Objectives: Although antidepressant medications are effective, they have a delayed onset of effect. Mirtazapine, an atypical antidepressant is an important option for add-on therapy in major depression. There is insufficient data on mirtazapine in Indian population; hence this study was designed to study the add-on effect of low-dose mirtazapine with selective serotonin reuptake inhibitors (SSRIs) in major depressive disorder (MDD) in Indian population.
Materials and Methods: In an open, randomized study, 60 patients were divided into two groups. In Group A (n=30) patients received conventional SSRIs for 6 weeks. In Group B (n=30) patients received conventional SSRIs with low-dose mirtazapine for 6 weeks. Patients were evaluated at baseline and then at 1, 2, 3, 4, 5, and 6 weeks.
Results: There was significant improvement in Hamilton Depression Rating Scale (HDRS), Montgomery and Asberg depression rating scale (MADRS) scores (P<0.05) in both groups. Mirtazapine in low dose as add on therapy showed improvement in scores, had earlier onset of action, and more number of responders and remitters as compared to conventional treatment (P<0.05). No serious adverse event was reported in either of the groups.
Conclusion: Low-dose mirtazapine as add-on therapy has shown better efficacy, earlier onset of action and more number of responders and remitters as compared to conventional treatment in MDD in Indian patients.

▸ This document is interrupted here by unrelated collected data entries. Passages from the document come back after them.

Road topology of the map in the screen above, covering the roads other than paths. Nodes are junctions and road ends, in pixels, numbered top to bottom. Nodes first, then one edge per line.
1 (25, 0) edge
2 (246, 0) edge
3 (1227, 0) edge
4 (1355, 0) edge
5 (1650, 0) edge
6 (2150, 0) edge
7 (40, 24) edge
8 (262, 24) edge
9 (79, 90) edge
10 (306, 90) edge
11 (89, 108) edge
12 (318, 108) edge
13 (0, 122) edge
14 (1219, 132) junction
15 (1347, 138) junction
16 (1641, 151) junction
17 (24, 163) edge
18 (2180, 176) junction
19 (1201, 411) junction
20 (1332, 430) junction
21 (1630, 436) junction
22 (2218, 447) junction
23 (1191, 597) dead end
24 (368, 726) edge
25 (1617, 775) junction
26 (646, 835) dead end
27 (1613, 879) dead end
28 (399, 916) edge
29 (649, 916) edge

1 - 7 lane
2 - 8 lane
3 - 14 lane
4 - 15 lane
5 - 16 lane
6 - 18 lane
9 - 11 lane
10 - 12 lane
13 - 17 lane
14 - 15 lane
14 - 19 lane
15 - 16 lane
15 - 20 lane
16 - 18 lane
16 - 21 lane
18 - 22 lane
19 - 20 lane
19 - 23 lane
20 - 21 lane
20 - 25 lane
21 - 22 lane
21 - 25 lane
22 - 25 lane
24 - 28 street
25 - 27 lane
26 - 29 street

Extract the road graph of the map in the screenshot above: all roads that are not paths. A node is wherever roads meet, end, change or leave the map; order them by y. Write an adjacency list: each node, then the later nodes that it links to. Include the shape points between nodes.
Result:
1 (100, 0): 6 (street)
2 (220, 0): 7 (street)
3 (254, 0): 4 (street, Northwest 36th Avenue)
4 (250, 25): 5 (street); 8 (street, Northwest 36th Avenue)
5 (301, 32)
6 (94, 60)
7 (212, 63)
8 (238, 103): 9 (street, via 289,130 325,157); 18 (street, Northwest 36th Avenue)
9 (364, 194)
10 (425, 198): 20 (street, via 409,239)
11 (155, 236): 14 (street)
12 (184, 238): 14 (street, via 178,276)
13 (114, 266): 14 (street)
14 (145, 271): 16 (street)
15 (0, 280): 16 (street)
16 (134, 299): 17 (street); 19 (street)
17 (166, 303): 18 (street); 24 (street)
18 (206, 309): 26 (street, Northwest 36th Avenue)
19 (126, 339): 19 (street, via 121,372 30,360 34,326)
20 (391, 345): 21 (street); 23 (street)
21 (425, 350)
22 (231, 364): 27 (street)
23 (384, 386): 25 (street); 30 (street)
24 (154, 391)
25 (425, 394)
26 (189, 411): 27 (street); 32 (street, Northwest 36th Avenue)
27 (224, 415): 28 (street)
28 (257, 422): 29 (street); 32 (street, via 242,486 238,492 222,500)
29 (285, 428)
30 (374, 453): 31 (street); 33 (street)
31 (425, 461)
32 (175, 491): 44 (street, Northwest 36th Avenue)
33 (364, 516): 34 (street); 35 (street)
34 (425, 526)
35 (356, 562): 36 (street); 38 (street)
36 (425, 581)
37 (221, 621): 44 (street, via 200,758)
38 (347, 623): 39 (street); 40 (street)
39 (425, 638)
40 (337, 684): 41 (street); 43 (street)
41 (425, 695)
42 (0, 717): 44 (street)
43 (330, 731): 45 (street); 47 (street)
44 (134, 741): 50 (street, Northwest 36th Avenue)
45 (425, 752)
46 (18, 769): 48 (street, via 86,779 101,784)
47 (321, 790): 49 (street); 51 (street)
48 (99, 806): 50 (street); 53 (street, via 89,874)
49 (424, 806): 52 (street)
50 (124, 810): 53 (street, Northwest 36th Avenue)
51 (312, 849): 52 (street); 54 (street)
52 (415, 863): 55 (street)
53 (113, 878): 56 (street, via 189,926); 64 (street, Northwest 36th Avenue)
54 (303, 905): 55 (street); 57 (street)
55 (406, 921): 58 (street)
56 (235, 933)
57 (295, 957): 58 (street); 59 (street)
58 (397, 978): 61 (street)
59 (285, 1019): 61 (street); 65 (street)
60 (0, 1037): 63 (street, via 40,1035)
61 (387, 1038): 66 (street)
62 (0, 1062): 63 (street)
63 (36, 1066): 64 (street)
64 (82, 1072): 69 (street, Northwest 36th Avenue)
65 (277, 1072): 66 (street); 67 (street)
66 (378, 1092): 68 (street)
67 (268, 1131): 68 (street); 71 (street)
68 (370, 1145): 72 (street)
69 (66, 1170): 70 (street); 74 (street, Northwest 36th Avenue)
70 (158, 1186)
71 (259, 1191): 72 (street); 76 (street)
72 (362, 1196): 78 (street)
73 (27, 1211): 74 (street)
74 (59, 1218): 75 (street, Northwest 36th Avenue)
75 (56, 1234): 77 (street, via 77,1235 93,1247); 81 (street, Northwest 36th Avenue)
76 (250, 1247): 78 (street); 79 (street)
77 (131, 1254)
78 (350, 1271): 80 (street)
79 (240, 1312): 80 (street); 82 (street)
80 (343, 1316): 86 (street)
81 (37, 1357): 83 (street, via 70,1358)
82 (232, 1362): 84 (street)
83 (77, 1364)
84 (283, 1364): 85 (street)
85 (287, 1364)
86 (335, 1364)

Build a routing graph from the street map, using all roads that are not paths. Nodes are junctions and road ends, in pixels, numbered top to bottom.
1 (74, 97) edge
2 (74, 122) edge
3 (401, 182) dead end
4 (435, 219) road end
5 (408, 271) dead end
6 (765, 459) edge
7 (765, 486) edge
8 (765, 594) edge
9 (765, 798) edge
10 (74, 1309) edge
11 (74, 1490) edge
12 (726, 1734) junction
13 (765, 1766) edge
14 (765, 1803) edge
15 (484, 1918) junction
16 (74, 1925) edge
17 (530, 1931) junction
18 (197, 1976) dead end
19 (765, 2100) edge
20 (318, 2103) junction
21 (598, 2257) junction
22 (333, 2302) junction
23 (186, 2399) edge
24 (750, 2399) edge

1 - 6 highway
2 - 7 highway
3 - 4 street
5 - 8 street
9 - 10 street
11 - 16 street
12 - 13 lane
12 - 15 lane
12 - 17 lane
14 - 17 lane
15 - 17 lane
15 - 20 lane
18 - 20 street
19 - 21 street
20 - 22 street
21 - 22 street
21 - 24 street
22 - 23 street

Keywords: Add-on, depression, mirtazapine, selective serotonin reuptake inhibitor

How to cite this article:
Matreja PS, Badyal DK, Deswal RS, Sharma A. Efficacy and safety of add on low-dose mirtazapine in depression. Indian J Pharmacol 2012;44:173-7

How to cite this URL:
Matreja PS, Badyal DK, Deswal RS, Sharma A. Efficacy and safety of add on low-dose mirtazapine in depression. Indian J Pharmacol [serial online] 2012 [cited 2023 Sep 28];44:173-7. Available from: https://www.ijp-online.com/text.asp?2012/44/2/173/93843

 » Introduction Top

Depression is one of the leading causes of global disease burden and disability. [1] The consequences of underreporting of depression and lack of treatment for it are enormous. For instance, depression is the most important risk factor for suicide, which claims around 0.85 million lives annually, and is among the top three causes of death in young people ages 15-35. [2],[3]

The current modalities of treatment for depression include tricyclic antidepressants (TCAs), monoamine oxidase inhibitors (MAOIs) and selective serotonin reuptake inhibitors (SSRIs). TCAs and MAOIs are not preferred these days because of their adverse effect profile and dangerous food interactions respectively. SSRIs are presently the most widely used antidepressants because of their better safety and tolerability. [4]

Many current therapies for depression provide remission in only approximately one-third of patients and few have complete resolutions. [5] These antidepressant medications also have a delayed onset of therapeutic effect. This latency is problematic in that it prolongs the impairments associated with depression, leaves patients vulnerable to an increased risk of suicide, increases the likelihood that a patient will prematurely discontinue therapy and increases medical costs associated with severe depression. [6] Thus, there is continuous search for newer novel compounds that have better efficacy or can augment the effect of conventional antidepressants in these patients.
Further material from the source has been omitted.